Do not enable Wi-Fi Hotspot before configuring the settings. Changing the settings after enabling Wi-Fi hotspot may result in hotspot malfunction
Portable Hotspot menu

configuring hotspot with open security

  • Click the checkbox next to "Portable Wi-Fi hotspot" to start hotspot. You will see the message "Tethering or hotspot active" in the notification bar once the hotspot is fully functional.

hotspot active


NOTE

If the hotspot does not enable, ensure that ethernet is disconnected
  • The following screenshot shows the hotspot being detected from another evm.

hotspot detected on another evm


NOTE

Tethering with another network interface like ethernet is not currently supported in this DevKit release
Wi-Fi Direct

TI-Android-JB-4.1.2-DevKit-4.0.0 supports Wi-Fi Direct with TI WL1271 Wireless module.

  • To turn on Wi-Fi direct, browse to "App Launcher" -> "Settings" -> "Wi-Fi" and enable Wi-Fi.
  • Click on the Menu icon Menu icon and select "Wi-Fi Direct".

enable Wi-Fi Direct

  • The resulting screen shows any nearby devices with Wi-Fi direct enabled.

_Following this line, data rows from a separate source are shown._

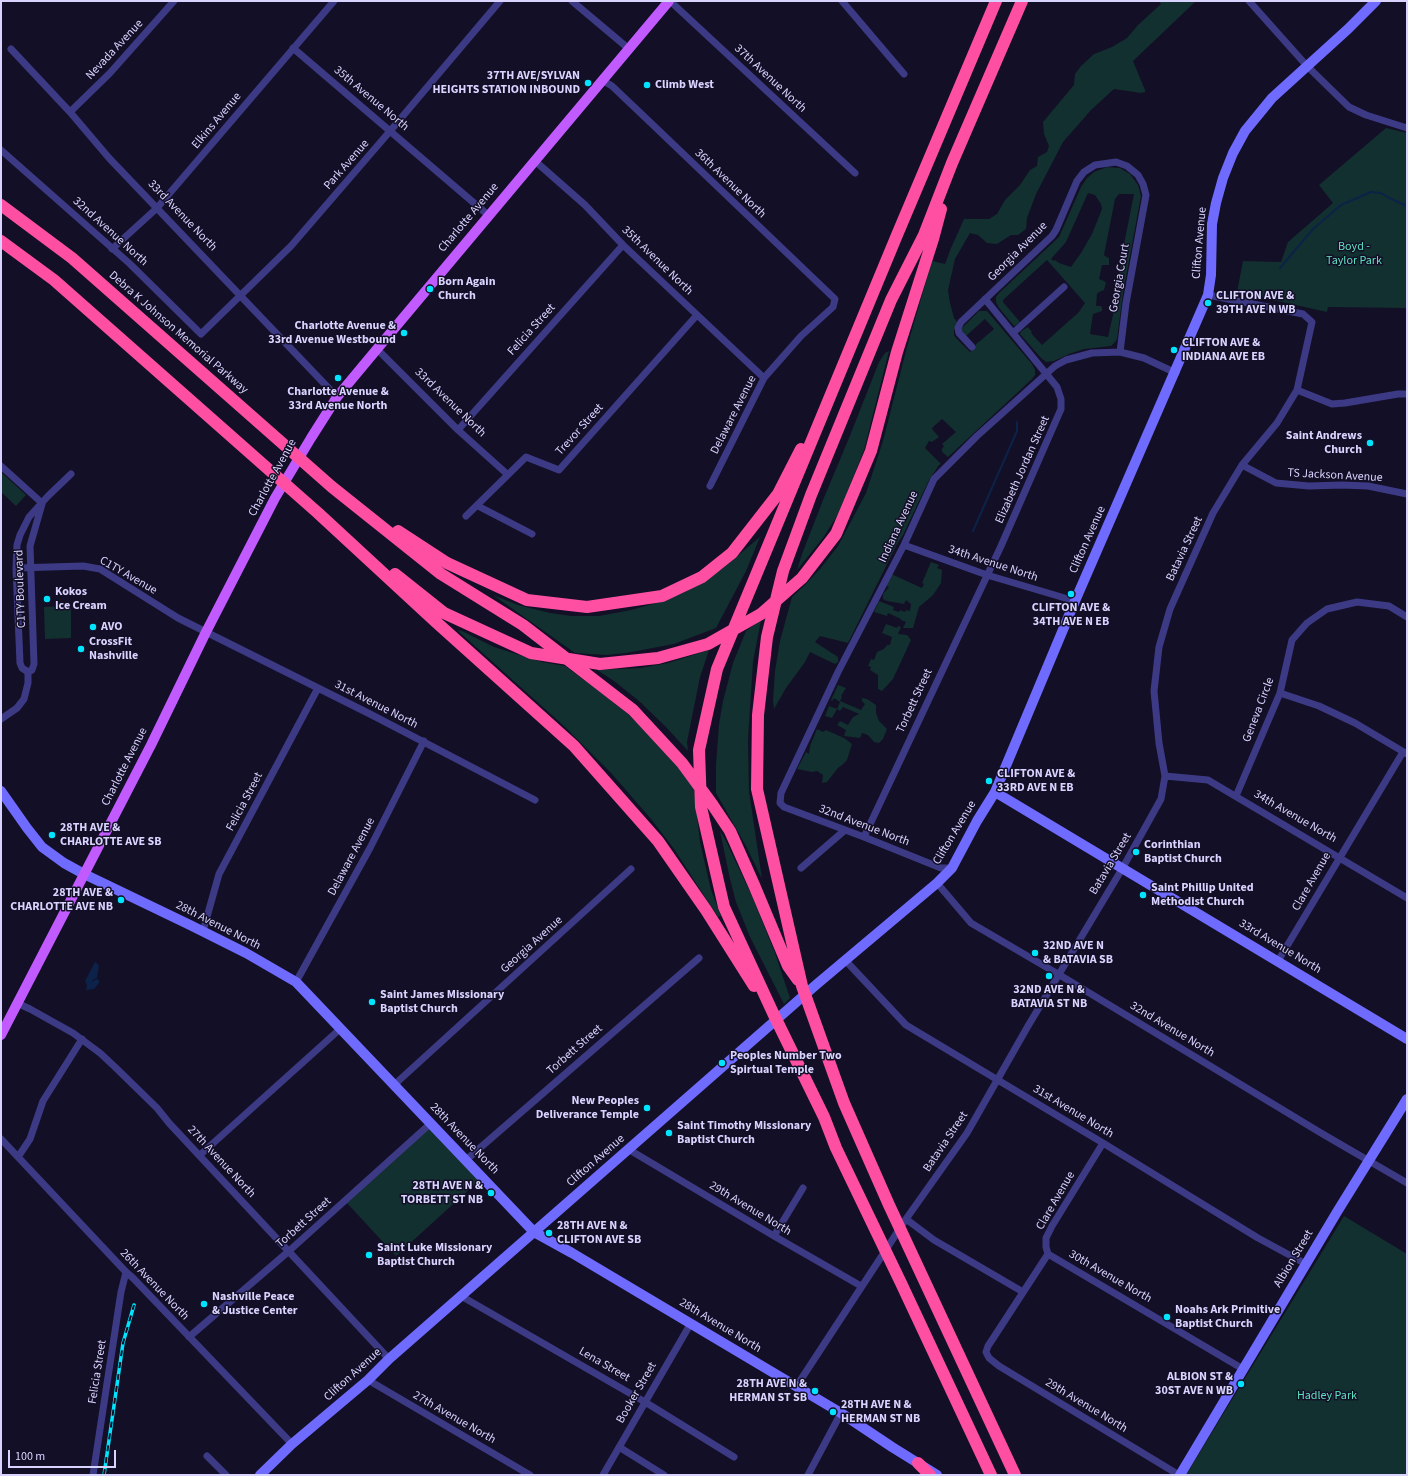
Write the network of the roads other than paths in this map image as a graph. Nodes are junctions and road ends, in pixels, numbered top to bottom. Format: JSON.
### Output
{"nodes":[{"id":1,"x":174,"y":1,"type":"edge"},
{"id":2,"x":334,"y":1,"type":"edge"},
{"id":3,"x":500,"y":1,"type":"edge"},
{"id":4,"x":572,"y":1,"type":"edge"},
{"id":5,"x":670,"y":1,"type":"edge"},
{"id":6,"x":842,"y":1,"type":"edge"},
{"id":7,"x":996,"y":1,"type":"edge"},
{"id":8,"x":1022,"y":1,"type":"edge"},
{"id":9,"x":1249,"y":1,"type":"edge"},
{"id":10,"x":1376,"y":1,"type":"edge"},
{"id":11,"x":293,"y":48,"type":"junction"},
{"id":12,"x":11,"y":49,"type":"dead end"},
{"id":13,"x":629,"y":49,"type":"junction"},
{"id":14,"x":1307,"y":66,"type":"junction"},
{"id":15,"x":904,"y":74,"type":"dead end"},
{"id":16,"x":602,"y":80,"type":"junction"},
{"id":17,"x":70,"y":112,"type":"junction"},
{"id":18,"x":1407,"y":128,"type":"edge"},
{"id":19,"x":391,"y":130,"type":"junction"},
{"id":20,"x":1,"y":150,"type":"edge"},
{"id":21,"x":535,"y":161,"type":"junction"},
{"id":22,"x":1118,"y":162,"type":"joint"},
{"id":23,"x":952,"y":163,"type":"junction"},
{"id":24,"x":855,"y":173,"type":"dead end"},
{"id":25,"x":1,"y":205,"type":"edge"},
{"id":26,"x":157,"y":208,"type":"junction"},
{"id":27,"x":488,"y":215,"type":"junction"},
{"id":28,"x":1,"y":241,"type":"edge"},
{"id":29,"x":624,"y":245,"type":"junction"},
{"id":30,"x":112,"y":249,"type":"junction"},
{"id":31,"x":1064,"y":287,"type":"dead end"},
{"id":32,"x":242,"y":296,"type":"junction"},
{"id":33,"x":1208,"y":296,"type":"junction"},
{"id":34,"x":985,"y":299,"type":"junction"},
{"id":35,"x":833,"y":307,"type":"joint"},
{"id":36,"x":697,"y":315,"type":"junction"},
{"id":37,"x":1013,"y":333,"type":"junction"},
{"id":38,"x":201,"y":334,"type":"joint"},
{"id":39,"x":972,"y":347,"type":"dead end"},
{"id":40,"x":377,"y":349,"type":"junction"},
{"id":41,"x":1120,"y":352,"type":"junction"},
{"id":42,"x":845,"y":362,"type":"junction"},
{"id":43,"x":1176,"y":373,"type":"junction"},
{"id":44,"x":1046,"y":374,"type":"junction"},
{"id":45,"x":764,"y":378,"type":"junction"},
{"id":46,"x":1297,"y":390,"type":"junction"},
{"id":47,"x":1407,"y":394,"type":"edge"},
{"id":48,"x":337,"y":397,"type":"junction"},
{"id":49,"x":458,"y":430,"type":"junction"},
{"id":50,"x":1242,"y":464,"type":"junction"},
{"id":51,"x":1,"y":466,"type":"edge"},
{"id":52,"x":71,"y":474,"type":"dead end"},
{"id":53,"x":507,"y":474,"type":"junction"},
{"id":54,"x":710,"y":486,"type":"dead end"},
{"id":55,"x":332,"y":487,"type":"junction"},
{"id":56,"x":1407,"y":494,"type":"edge"},
{"id":57,"x":42,"y":504,"type":"junction"},
{"id":58,"x":478,"y":506,"type":"junction"},
{"id":59,"x":318,"y":513,"type":"junction"},
{"id":60,"x":466,"y":516,"type":"dead end"},
{"id":61,"x":532,"y":534,"type":"dead end"},
{"id":62,"x":904,"y":545,"type":"junction"},
{"id":63,"x":16,"y":568,"type":"junction"},
{"id":64,"x":30,"y":568,"type":"junction"},
{"id":65,"x":986,"y":575,"type":"junction"},
{"id":66,"x":1075,"y":601,"type":"junction"},
{"id":67,"x":1407,"y":617,"type":"edge"},
{"id":68,"x":206,"y":632,"type":"junction"},
{"id":69,"x":28,"y":672,"type":"junction"},
{"id":70,"x":318,"y":688,"type":"junction"},
{"id":71,"x":1280,"y":693,"type":"junction"},
{"id":72,"x":1,"y":719,"type":"edge"},
{"id":73,"x":424,"y":741,"type":"junction"},
{"id":74,"x":1405,"y":753,"type":"edge"},
{"id":75,"x":1165,"y":776,"type":"junction"},
{"id":76,"x":1,"y":791,"type":"edge"},
{"id":77,"x":995,"y":792,"type":"junction"},
{"id":78,"x":781,"y":793,"type":"joint"},
{"id":79,"x":1236,"y":796,"type":"junction"},
{"id":80,"x":535,"y":800,"type":"dead end"},
{"id":81,"x":845,"y":830,"type":"junction"},
{"id":82,"x":864,"y":837,"type":"junction"},
{"id":83,"x":1339,"y":856,"type":"junction"},
{"id":84,"x":801,"y":868,"type":"dead end"},
{"id":85,"x":952,"y":868,"type":"junction"},
{"id":86,"x":631,"y":869,"type":"dead end"},
{"id":87,"x":1122,"y":869,"type":"junction"},
{"id":88,"x":84,"y":874,"type":"junction"},
{"id":89,"x":937,"y":883,"type":"junction"},
{"id":90,"x":1407,"y":898,"type":"edge"},
{"id":91,"x":203,"y":931,"type":"junction"},
{"id":92,"x":699,"y":958,"type":"dead end"},
{"id":93,"x":845,"y":960,"type":"junction"},
{"id":94,"x":1278,"y":961,"type":"junction"},
{"id":95,"x":1058,"y":974,"type":"junction"},
{"id":96,"x":296,"y":982,"type":"junction"},
{"id":97,"x":802,"y":987,"type":"junction"},
{"id":98,"x":17,"y":1003,"type":"junction"},
{"id":99,"x":772,"y":1013,"type":"junction"},
{"id":100,"x":340,"y":1029,"type":"junction"},
{"id":101,"x":1,"y":1034,"type":"edge"},
{"id":102,"x":82,"y":1039,"type":"junction"},
{"id":103,"x":1407,"y":1040,"type":"edge"},
{"id":104,"x":997,"y":1080,"type":"junction"},
{"id":105,"x":394,"y":1085,"type":"junction"},
{"id":106,"x":1407,"y":1099,"type":"edge"},
{"id":107,"x":431,"y":1124,"type":"junction"},
{"id":108,"x":1,"y":1139,"type":"edge"},
{"id":109,"x":1103,"y":1143,"type":"junction"},
{"id":110,"x":628,"y":1149,"type":"junction"},
{"id":111,"x":200,"y":1155,"type":"junction"},
{"id":112,"x":18,"y":1157,"type":"junction"},
{"id":113,"x":466,"y":1160,"type":"junction"},
{"id":114,"x":1369,"y":1161,"type":"junction"},
{"id":115,"x":1407,"y":1183,"type":"edge"},
{"id":116,"x":802,"y":1188,"type":"dead end"},
{"id":117,"x":906,"y":1219,"type":"junction"},
{"id":118,"x":534,"y":1232,"type":"junction"},
{"id":119,"x":774,"y":1236,"type":"junction"},
{"id":120,"x":289,"y":1251,"type":"junction"},
{"id":121,"x":1048,"y":1254,"type":"junction"},
{"id":122,"x":1306,"y":1264,"type":"junction"},
{"id":123,"x":126,"y":1272,"type":"junction"},
{"id":124,"x":861,"y":1286,"type":"junction"},
{"id":125,"x":1022,"y":1292,"type":"junction"},
{"id":126,"x":461,"y":1296,"type":"junction"},
{"id":127,"x":691,"y":1323,"type":"junction"},
{"id":128,"x":189,"y":1337,"type":"junction"},
{"id":129,"x":389,"y":1359,"type":"junction"},
{"id":130,"x":1243,"y":1369,"type":"junction"},
{"id":131,"x":368,"y":1380,"type":"junction"},
{"id":132,"x":796,"y":1387,"type":"junction"},
{"id":133,"x":645,"y":1402,"type":"junction"},
{"id":134,"x":841,"y":1413,"type":"junction"},
{"id":135,"x":292,"y":1444,"type":"junction"},
{"id":136,"x":619,"y":1446,"type":"junction"},
{"id":137,"x":207,"y":1456,"type":"dead end"},
{"id":138,"x":734,"y":1456,"type":"dead end"},
{"id":139,"x":918,"y":1463,"type":"junction"},
{"id":140,"x":263,"y":1474,"type":"edge"},
{"id":141,"x":93,"y":1475,"type":"edge"},
{"id":142,"x":226,"y":1475,"type":"edge"},
{"id":143,"x":530,"y":1475,"type":"edge"},
{"id":144,"x":603,"y":1475,"type":"edge"},
{"id":145,"x":664,"y":1475,"type":"edge"},
{"id":146,"x":808,"y":1475,"type":"edge"},
{"id":147,"x":930,"y":1475,"type":"edge"},
{"id":148,"x":937,"y":1475,"type":"edge"},
{"id":149,"x":991,"y":1475,"type":"edge"},
{"id":150,"x":1015,"y":1475,"type":"edge"},
{"id":151,"x":1179,"y":1475,"type":"edge"}],
"edges":[{"from":1,"to":17,"type":"street","name":"Nevada Avenue"},
{"from":2,"to":11,"type":"street","name":"Elkins Avenue"},
{"from":3,"to":19,"type":"street","name":"Park Avenue"},
{"from":4,"to":13,"type":"street"},
{"from":5,"to":13,"type":"main road","name":"Charlotte Avenue"},
{"from":5,"to":24,"type":"street","name":"37th Avenue North"},
{"from":6,"to":15,"type":"street"},
{"from":7,"to":42,"type":"highway"},
{"from":8,"to":23,"type":"highway"},
{"from":9,"to":14,"type":"street"},
{"from":10,"to":14,"type":"street","name":"Clifton Avenue"},
{"from":11,"to":19,"type":"street","name":"35th Avenue North"},
{"from":11,"to":26,"type":"street","name":"Elkins Avenue"},
{"from":12,"to":17,"type":"street","name":"33rd Avenue North"},
{"from":13,"to":16,"type":"main road","name":"Charlotte Avenue"},
{"from":14,"to":18,"type":"street"},
{"from":14,"to":33,"type":"street","name":"Clifton Avenue"},
{"from":16,"to":21,"type":"main road","name":"Charlotte Avenue"},
{"from":16,"to":35,"type":"street","name":"36th Avenue North"},
{"from":17,"to":26,"type":"street","name":"33rd Avenue North"},
{"from":19,"to":27,"type":"street","name":"35th Avenue North"},
{"from":19,"to":32,"type":"street","name":"Park Avenue"},
{"from":20,"to":30,"type":"street","name":"32nd Avenue North"},
{"from":21,"to":27,"type":"main road","name":"Charlotte Avenue"},
{"from":21,"to":29,"type":"street","name":"35th Avenue North"},
{"from":22,"to":34,"type":"street","name":"Georgia Avenue"},
{"from":22,"to":41,"type":"street","name":"Georgia Court"},
{"from":23,"to":59,"type":"highway"},
{"from":23,"to":97,"type":"highway"},
{"from":25,"to":55,"type":"highway","name":"Debra K Johnson Memorial Parkway"},
{"from":26,"to":30,"type":"street","name":"Elkins Avenue"},
{"from":26,"to":32,"type":"street","name":"33rd Avenue North"},
{"from":27,"to":40,"type":"main road","name":"Charlotte Avenue"},
{"from":28,"to":59,"type":"highway"},
{"from":29,"to":36,"type":"street","name":"35th Avenue North"},
{"from":29,"to":49,"type":"street","name":"Felicia Street"},
{"from":30,"to":38,"type":"street","name":"32nd Avenue North"},
{"from":31,"to":37,"type":"street"},
{"from":32,"to":38,"type":"street","name":"Park Avenue"},
{"from":32,"to":48,"type":"street","name":"33rd Avenue North"},
{"from":33,"to":43,"type":"street","name":"Clifton Avenue"},
{"from":33,"to":46,"type":"street","name":"Batavia Street"},
{"from":34,"to":37,"type":"street"},
{"from":34,"to":39,"type":"street","name":"Georgia Avenue"},
{"from":35,"to":45,"type":"street","name":"Delaware Avenue"},
{"from":36,"to":45,"type":"street","name":"35th Avenue North"},
{"from":36,"to":53,"type":"street","name":"Trevor Street"},
{"from":37,"to":44,"type":"street"},
{"from":40,"to":48,"type":"main road","name":"Charlotte Avenue"},
{"from":40,"to":49,"type":"street","name":"33rd Avenue North"},
{"from":41,"to":43,"type":"street"},
{"from":41,"to":44,"type":"street","name":"Indiana Avenue"},
{"from":42,"to":55,"type":"highway"},
{"from":42,"to":99,"type":"highway"},
{"from":43,"to":66,"type":"street","name":"Clifton Avenue"},
{"from":44,"to":62,"type":"street","name":"Indiana Avenue"},
{"from":44,"to":65,"type":"street","name":"Elizabeth Jordan Street"},
{"from":45,"to":54,"type":"street","name":"Delaware Avenue"},
{"from":46,"to":47,"type":"street"},
{"from":46,"to":50,"type":"street","name":"Batavia Street"},
{"from":48,"to":68,"type":"main road","name":"Charlotte Avenue"},
{"from":49,"to":53,"type":"street","name":"33rd Avenue North"},
{"from":50,"to":56,"type":"street","name":"TS Jackson Avenue"},
{"from":50,"to":75,"type":"street","name":"Batavia Street"},
{"from":51,"to":57,"type":"street"},
{"from":52,"to":57,"type":"street","name":"C1TY Boulevard"},
{"from":53,"to":58,"type":"street","name":"Trevor Street"},
{"from":55,"to":97,"type":"highway"},
{"from":57,"to":63,"type":"street","name":"C1TY Boulevard"},
{"from":57,"to":64,"type":"street","name":"C1TY Boulevard"},
{"from":58,"to":60,"type":"street","name":"Trevor Street"},
{"from":58,"to":61,"type":"street"},
{"from":59,"to":99,"type":"highway"},
{"from":62,"to":65,"type":"street","name":"34th Avenue North"},
{"from":62,"to":78,"type":"street","name":"Indiana Avenue"},
{"from":63,"to":64,"type":"street","name":"C1TY Avenue"},
{"from":63,"to":69,"type":"street","name":"C1TY Boulevard"},
{"from":64,"to":68,"type":"street","name":"C1TY Avenue"},
{"from":64,"to":69,"type":"street","name":"C1TY Boulevard"},
{"from":65,"to":66,"type":"street","name":"34th Avenue North"},
{"from":65,"to":82,"type":"street","name":"Torbett Street"},
{"from":66,"to":77,"type":"street","name":"Clifton Avenue"},
{"from":67,"to":71,"type":"street","name":"Geneva Circle"},
{"from":68,"to":70,"type":"street","name":"31st Avenue North"},
{"from":68,"to":88,"type":"main road","name":"Charlotte Avenue"},
{"from":69,"to":72,"type":"street","name":"C1TY Boulevard"},
{"from":70,"to":73,"type":"street","name":"31st Avenue North"},
{"from":70,"to":91,"type":"street","name":"Felicia Street"},
{"from":71,"to":74,"type":"street"},
{"from":71,"to":79,"type":"street","name":"Geneva Circle"},
{"from":73,"to":80,"type":"street","name":"31st Avenue North"},
{"from":73,"to":96,"type":"street","name":"Delaware Avenue"},
{"from":74,"to":83,"type":"street","name":"Clare Avenue"},
{"from":75,"to":79,"type":"street","name":"34th Avenue North"},
{"from":75,"to":87,"type":"street","name":"Batavia Street"},
{"from":76,"to":88,"type":"street","name":"28th Avenue North"},
{"from":77,"to":85,"type":"street","name":"Clifton Avenue"},
{"from":77,"to":87,"type":"street","name":"33rd Avenue North"},
{"from":78,"to":81,"type":"street","name":"32nd Avenue North"},
{"from":79,"to":83,"type":"street","name":"34th Avenue North"},
{"from":81,"to":82,"type":"street","name":"32nd Avenue North"},
{"from":81,"to":84,"type":"street"},
{"from":82,"to":85,"type":"street","name":"32nd Avenue North"},
{"from":83,"to":90,"type":"street","name":"34th Avenue North"},
{"from":83,"to":94,"type":"street","name":"Clare Avenue"},
{"from":85,"to":89,"type":"street","name":"Clifton Avenue"},
{"from":86,"to":105,"type":"street","name":"Georgia Avenue"},
{"from":87,"to":94,"type":"street","name":"33rd Avenue North"},
{"from":87,"to":95,"type":"street","name":"Batavia Street"},
{"from":88,"to":91,"type":"street","name":"28th Avenue North"},
{"from":88,"to":98,"type":"main road","name":"Charlotte Avenue"},
{"from":89,"to":93,"type":"street","name":"Clifton Avenue"},
{"from":89,"to":95,"type":"street","name":"32nd Avenue North"},
{"from":91,"to":96,"type":"street","name":"28th Avenue North"},
{"from":92,"to":113,"type":"street","name":"Torbett Street"},
{"from":93,"to":104,"type":"street","name":"31st Avenue North"},
{"from":93,"to":110,"type":"street","name":"Clifton Avenue"},
{"from":94,"to":103,"type":"street","name":"33rd Avenue North"},
{"from":95,"to":104,"type":"street","name":"Batavia Street"},
{"from":95,"to":114,"type":"street","name":"32nd Avenue North"},
{"from":96,"to":100,"type":"street","name":"28th Avenue North"},
{"from":97,"to":150,"type":"highway"},
{"from":98,"to":101,"type":"main road","name":"Charlotte Avenue"},
{"from":98,"to":102,"type":"street","name":"27th Avenue North"},
{"from":99,"to":149,"type":"highway"},
{"from":100,"to":105,"type":"street","name":"28th Avenue North"},
{"from":100,"to":111,"type":"street"},
{"from":102,"to":111,"type":"street","name":"27th Avenue North"},
{"from":102,"to":112,"type":"street"},
{"from":104,"to":109,"type":"street","name":"31st Avenue North"},
{"from":104,"to":117,"type":"street","name":"Batavia Street"},
{"from":105,"to":107,"type":"street","name":"28th Avenue North"},
{"from":106,"to":114,"type":"street","name":"Albion Street"},
{"from":107,"to":113,"type":"street","name":"28th Avenue North"},
{"from":107,"to":120,"type":"street","name":"Torbett Street"},
{"from":108,"to":112,"type":"street","name":"26th Avenue North"},
{"from":109,"to":121,"type":"street","name":"Clare Avenue"},
{"from":109,"to":122,"type":"street","name":"31st Avenue North"},
{"from":110,"to":118,"type":"street","name":"Clifton Avenue"},
{"from":110,"to":119,"type":"street","name":"29th Avenue North"},
{"from":111,"to":120,"type":"street","name":"27th Avenue North"},
{"from":112,"to":123,"type":"street","name":"26th Avenue North"},
{"from":113,"to":118,"type":"street","name":"28th Avenue North"},
{"from":114,"to":115,"type":"street","name":"32nd Avenue North"},
{"from":114,"to":122,"type":"street","name":"Albion Street"},
{"from":116,"to":119,"type":"street"},
{"from":117,"to":124,"type":"street","name":"Batavia Street"},
{"from":117,"to":125,"type":"street"},
{"from":118,"to":126,"type":"street","name":"Clifton Avenue"},
{"from":118,"to":127,"type":"street","name":"28th Avenue North"},
{"from":119,"to":124,"type":"street","name":"29th Avenue North"},
{"from":120,"to":128,"type":"street","name":"Torbett Street"},
{"from":120,"to":129,"type":"street","name":"27th Avenue North"},
{"from":121,"to":125,"type":"street"},
{"from":121,"to":130,"type":"street","name":"30th Avenue North"},
{"from":122,"to":130,"type":"street","name":"Albion Street"},
{"from":123,"to":128,"type":"street","name":"26th Avenue North"},
{"from":123,"to":141,"type":"street","name":"Felicia Street"},
{"from":124,"to":132,"type":"street","name":"Batavia Street"},
{"from":125,"to":151,"type":"street","name":"29th Avenue North"},
{"from":126,"to":129,"type":"street","name":"Clifton Avenue"},
{"from":126,"to":133,"type":"street","name":"Lena Street"},
{"from":127,"to":132,"type":"street","name":"28th Avenue North"},
{"from":127,"to":133,"type":"street","name":"Booker Street"},
{"from":128,"to":135,"type":"street","name":"26th Avenue North"},
{"from":129,"to":131,"type":"street","name":"Clifton Avenue"},
{"from":130,"to":151,"type":"street","name":"Albion Street"},
{"from":131,"to":135,"type":"street","name":"Clifton Avenue"},
{"from":131,"to":143,"type":"street","name":"27th Avenue North"},
{"from":132,"to":134,"type":"street","name":"28th Avenue North"},
{"from":133,"to":136,"type":"street","name":"Booker Street"},
{"from":133,"to":138,"type":"street","name":"Lena Street"},
{"from":134,"to":139,"type":"street","name":"28th Avenue North"},
{"from":134,"to":146,"type":"street"},
{"from":135,"to":140,"type":"street","name":"Clifton Avenue"},
{"from":136,"to":144,"type":"street","name":"Booker Street"},
{"from":136,"to":145,"type":"street"},
{"from":137,"to":142,"type":"street"},
{"from":139,"to":147,"type":"highway"},
{"from":139,"to":148,"type":"street","name":"28th Avenue North"}]}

Other Wi-Fi direct devices detected on evm


NOTE

Wi-Fi station mode or SoftAP/hotspot mode, if enabled, shall be disabled when Wi-Fi direct is active. The earlier state is restored when Wi-Fi direct is disabled


Changing WLAN MAC address

The devices loaded with TI-Android-JB-4.1.2-DevKit-4.0.0 will have the same MAC address which is encoded in wl1271-nvs.bin file. This may result in Wi-Fi not operating correctly when multiple devices are simultaneously in use. For optimum results, we recommend to modify the MAC address to ensure unique MAC for the devices before use

NOTE

Ensure that Wi-Fi (STA mode), hotspot (SoftAP) or Wi-Fi direct is not enabled when you are changing the MAC address

To change the MAC address, perform the following on the serial console of device:

  • First get the current MAC address for WLAN:
  root@android:/ # calibrator get nvs_mac /system/etc/firmware/ti-connectivity/wl1271-nvs.bin
  • Then update the MAC address for WLAN:
  root@android:/ # calibrator set nvs_mac /system/etc/firmware/ti-connectivity/wl1271-nvs.bin <MAC Address>

You need to reboot the board after changing the MAC address.

Bluetooth

Enabling Bluetooth
  • To turn on Bluetooth, browse to "App Launcher" -> "Settings" -> "Bluetooth".
  • Enable Bluetoth by sliding the ON/OFF tab to the ON position and wait for few seconds.
  • Bluetooth icon appears on taskbar.
  • When BT is enabled the status shows Turning Bluetooth ON and lists out the available Bluetooth devices.

BT scan results

  • Select the desired device to pair with.
  • A popup dialog with pin will appear.

PIN for pairing

  • Click Pair button to confirm pairing.
  • Verify that the desired device shows the same pin. click OK. And then the device gets listed under the paired devices category.
NOTE

When pairing with Bluetooth headset, pin may not be displayed. Android attempts to pair automatically with Bluetooth headsets. Pin dialog will be shown only if auto-pairing fails.
Disabling Bluetooth
  • To turn off Bluetooth, browse to "App Launcher" -> "Settings" -> "Bluetooth".
  • Disable Bluetooth by sliding the ON/OFF tab to the OFF position.
Bluetooth Object Push profile

Using Bluetooth, it is possible to send / receive files (pictures, media files etc).

Sending files

'Share using Bluetooth' is not enabled by default in the Gallery app. You need to install a third party application like BlueFTP to enable the sharing option

  • browse to "App Launcher" -> "Gallery" -> "Images".
  • Select a picture to share.
  • Click share icon (top bar), select bluetooth from the options
  • select paired BT device to send to.
  • The BT device will prompt to accept. Accept incoming file at the other device.
  • Once download finishes, check file.
Receiving files
  • On paired device (e.g. phone), select send via Bluetooth, click on Flashboard (or omap3evm).
  • On evm, notification appears about incoming connection.

incoming transfer icon

  • Open the task bar and select "Bluetooth share: Incoming file".

incoming transfer message

  • A pop up appears asking for confirmation. On popup click Accept.

Confirm incoming transfer

  • Once download completes, check file.
Bluetooth A2DP

You can listen to Media audio on Bluetooth A2DP headset.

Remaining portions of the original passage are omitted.